How it was done — four behaviour-preserving phases

Phase What moved into C++ Verification
1. Node-level bookkeeping Nodes stamp their own introduction_time + patch_density_at_birth at birth; reproduction methods read species.node_times() instead of reaching back into node_schedule/survival_weighting. Full SCM / strategy / stochastic suites green; no R-facing signatures changed.
2. Error collection in run() A collect_errors flag makes SCM::run() fold in the per-species running-max competition error; combined_node_errors() returns the exact per-node max(competition, reproduction) signal the R loop used to assemble.
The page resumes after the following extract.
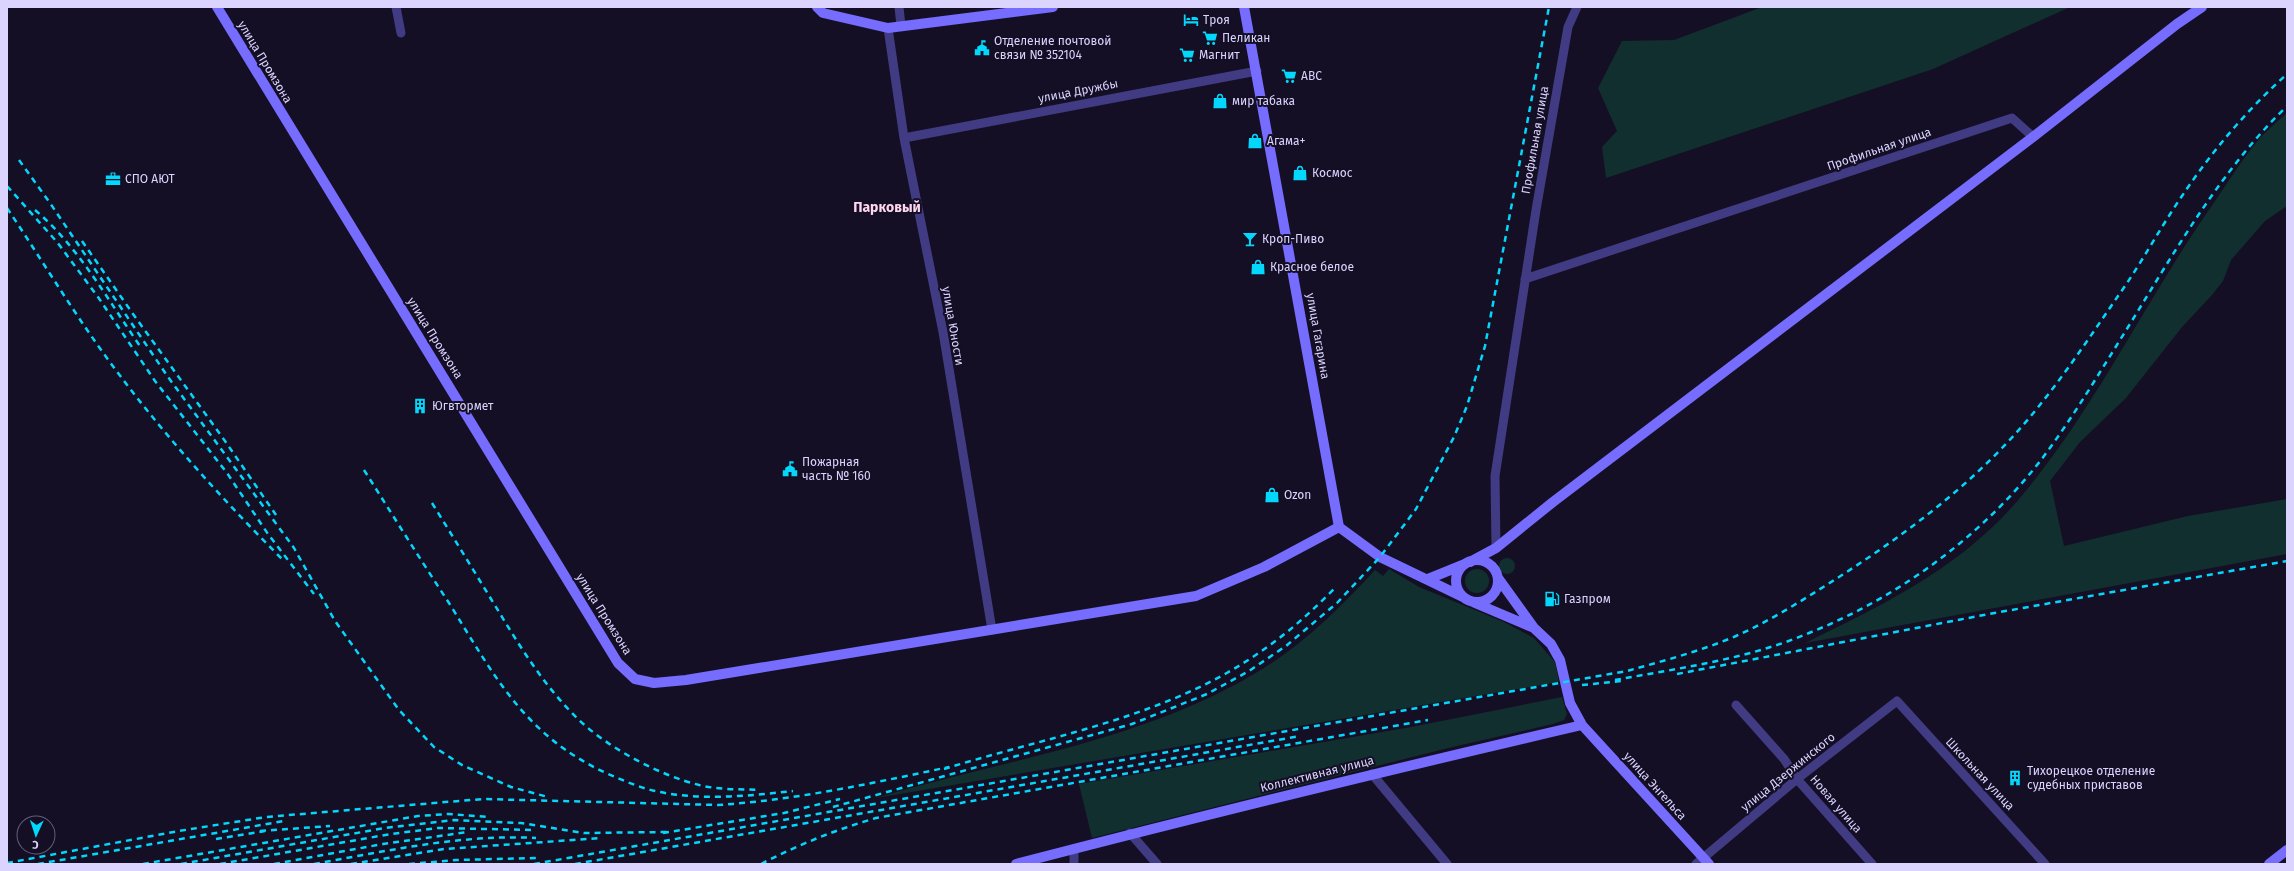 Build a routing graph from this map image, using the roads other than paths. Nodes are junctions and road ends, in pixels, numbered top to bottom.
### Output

Asserted bit-exact against the old run_scm_error()$err$total for FF16 single / two-species / refined schedules; durable regression test added.
3. Refinement loop + split_times SCM::refine_schedule() owns the adaptive loop end-to-end (run → flag → upwind bisection → reset), reusing a single SCM instance. Reproduces R build_schedule exactly (refined times, ODE times, offspring production) for FF16 and K93; durable test added.
4. Breaking API cleanup One entry point: run_scm(p, env, ctrl, refine_schedule = FALSE, collect = FALSE, use_ode_times = FALSE). run_scm_collect, run_scm_error, and R-side build_schedule/split_times removed. Full suite: 1832 pass, 0 fail, 1 pre-existing skip.
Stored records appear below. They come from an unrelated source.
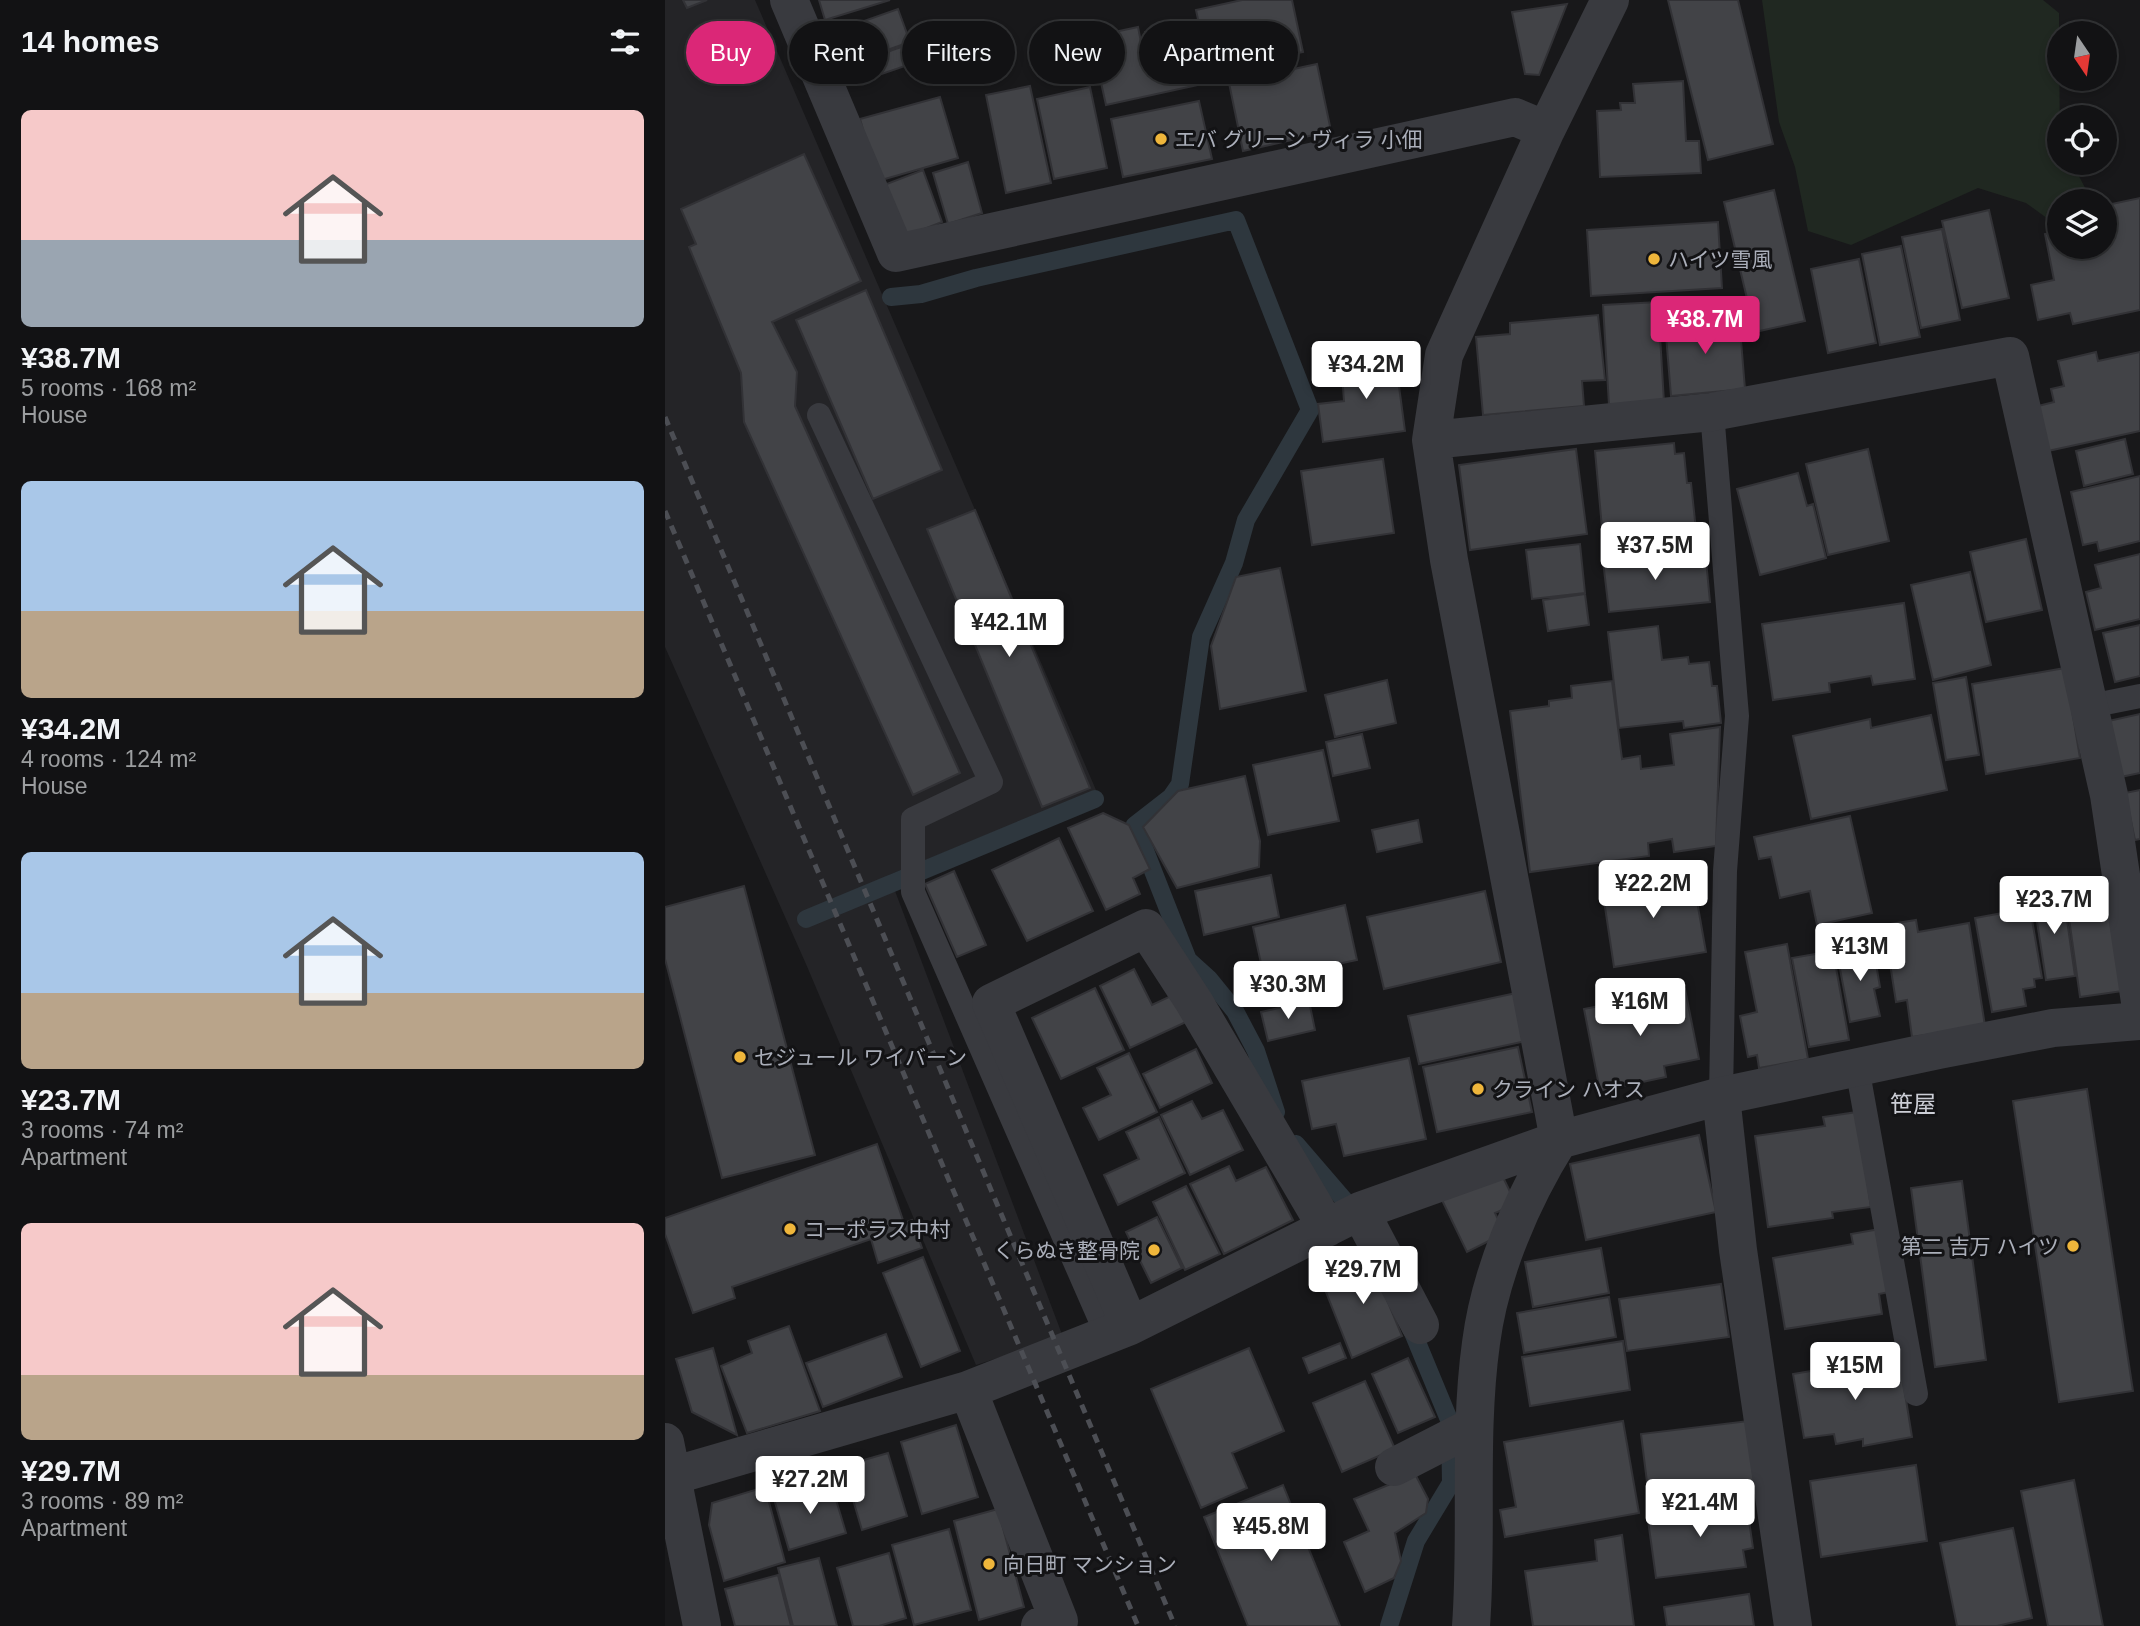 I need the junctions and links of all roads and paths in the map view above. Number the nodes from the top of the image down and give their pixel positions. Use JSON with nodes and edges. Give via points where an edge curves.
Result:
{"nodes":[{"id":1,"x":789,"y":0,"type":"edge"},
{"id":2,"x":1608,"y":3,"type":"edge"},
{"id":3,"x":1546,"y":130,"type":"junction"},
{"id":4,"x":1712,"y":412,"type":"junction"},
{"id":5,"x":819,"y":415,"type":"dead end"},
{"id":6,"x":1431,"y":440,"type":"junction"},
{"id":7,"x":2140,"y":696,"type":"edge"},
{"id":8,"x":2090,"y":706,"type":"junction"},
{"id":9,"x":2140,"y":1002,"type":"edge"},
{"id":10,"x":2140,"y":1021,"type":"edge"},
{"id":11,"x":1857,"y":1067,"type":"junction"},
{"id":12,"x":1721,"y":1097,"type":"junction"},
{"id":13,"x":1559,"y":1140,"type":"junction"},
{"id":14,"x":1360,"y":1211,"type":"junction"},
{"id":15,"x":1327,"y":1228,"type":"junction"},
{"id":16,"x":1420,"y":1325,"type":"dead end"},
{"id":17,"x":1119,"y":1330,"type":"junction"},
{"id":18,"x":968,"y":1390,"type":"junction"},
{"id":19,"x":1916,"y":1394,"type":"dead end"},
{"id":20,"x":1474,"y":1426,"type":"junction"},
{"id":21,"x":669,"y":1459,"type":"edge"},
{"id":22,"x":1394,"y":1467,"type":"dead end"},
{"id":23,"x":702,"y":1626,"type":"edge"},
{"id":24,"x":1040,"y":1626,"type":"edge"},
{"id":25,"x":1471,"y":1626,"type":"edge"},
{"id":26,"x":1793,"y":1626,"type":"edge"}],
"edges":[{"from":1,"to":3,"type":"street","via":[[896,253],[1515,117]]},
{"from":2,"to":3,"type":"street"},
{"from":3,"to":6,"type":"street","via":[[1444,355]]},
{"from":4,"to":6,"type":"street"},
{"from":4,"to":8,"type":"street","via":[[2010,356]]},
{"from":4,"to":12,"type":"lane","via":[[1737,716],[1725,871]]},
{"from":5,"to":17,"type":"lane","via":[[991,782],[913,819],[913,892]]},
{"from":6,"to":13,"type":"street","via":[[1449,560]]},
{"from":7,"to":8,"type":"lane"},
{"from":8,"to":9,"type":"street","via":[[2109,795]]},
{"from":10,"to":11,"type":"street","via":[[2053,1028]]},
{"from":11,"to":12,"type":"street"},
{"from":11,"to":19,"type":"lane"},
{"from":12,"to":13,"type":"street"},
{"from":12,"to":26,"type":"street","via":[[1738,1250]]},
{"from":13,"to":14,"type":"street"},
{"from":13,"to":20,"type":"street","via":[[1537,1175],[1497,1276],[1481,1341]]},
{"from":14,"to":15,"type":"street"},
{"from":14,"to":16,"type":"street"},
{"from":15,"to":17,"type":"street"},
{"from":15,"to":17,"type":"street","via":[[1146,928],[991,1003]]},
{"from":17,"to":18,"type":"street"},
{"from":18,"to":21,"type":"street"},
{"from":18,"to":24,"type":"street","via":[[1059,1621]]},
{"from":20,"to":22,"type":"street"},
{"from":20,"to":25,"type":"street"},
{"from":21,"to":23,"type":"street"}]}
The phasing is the point: phases 1–3 are each independently green and behaviour-preserving, so the numerics never moved. Only phase 4 — the API consolidation — is a deliberate breaking change.

What callers see now

# Refine an adaptive schedule (was: build_schedule(p, ctrl))
p_refined <- run_scm(p, ctrl = ctrl, refine_schedule = TRUE)$parameters

# Run and collect tidied history + reproduction outputs (was: run_scm_collect(x))
out <- run_scm(x, collect = TRUE)

Follow-ups outside this repo

  • plant.assembly still calls the removed helpers (build_schedule(), run_scm_collect()) in R/community_plant.R and scripts/example/ESA.Rmd. These need the same migration: build_schedule(p, ctrl = ctrl)run_scm(p, ctrl = ctrl, refine_schedule = TRUE)$parameters, and run_scm_collect(x)run_scm(x, collect = TRUE).
Note

The FF16 reference baselines in tests/testthat/FF16_reference/ are the safety net for this whole refactor. If any phase had shifted numerics beyond tolerance, that would be a bug — not an expected regeneration.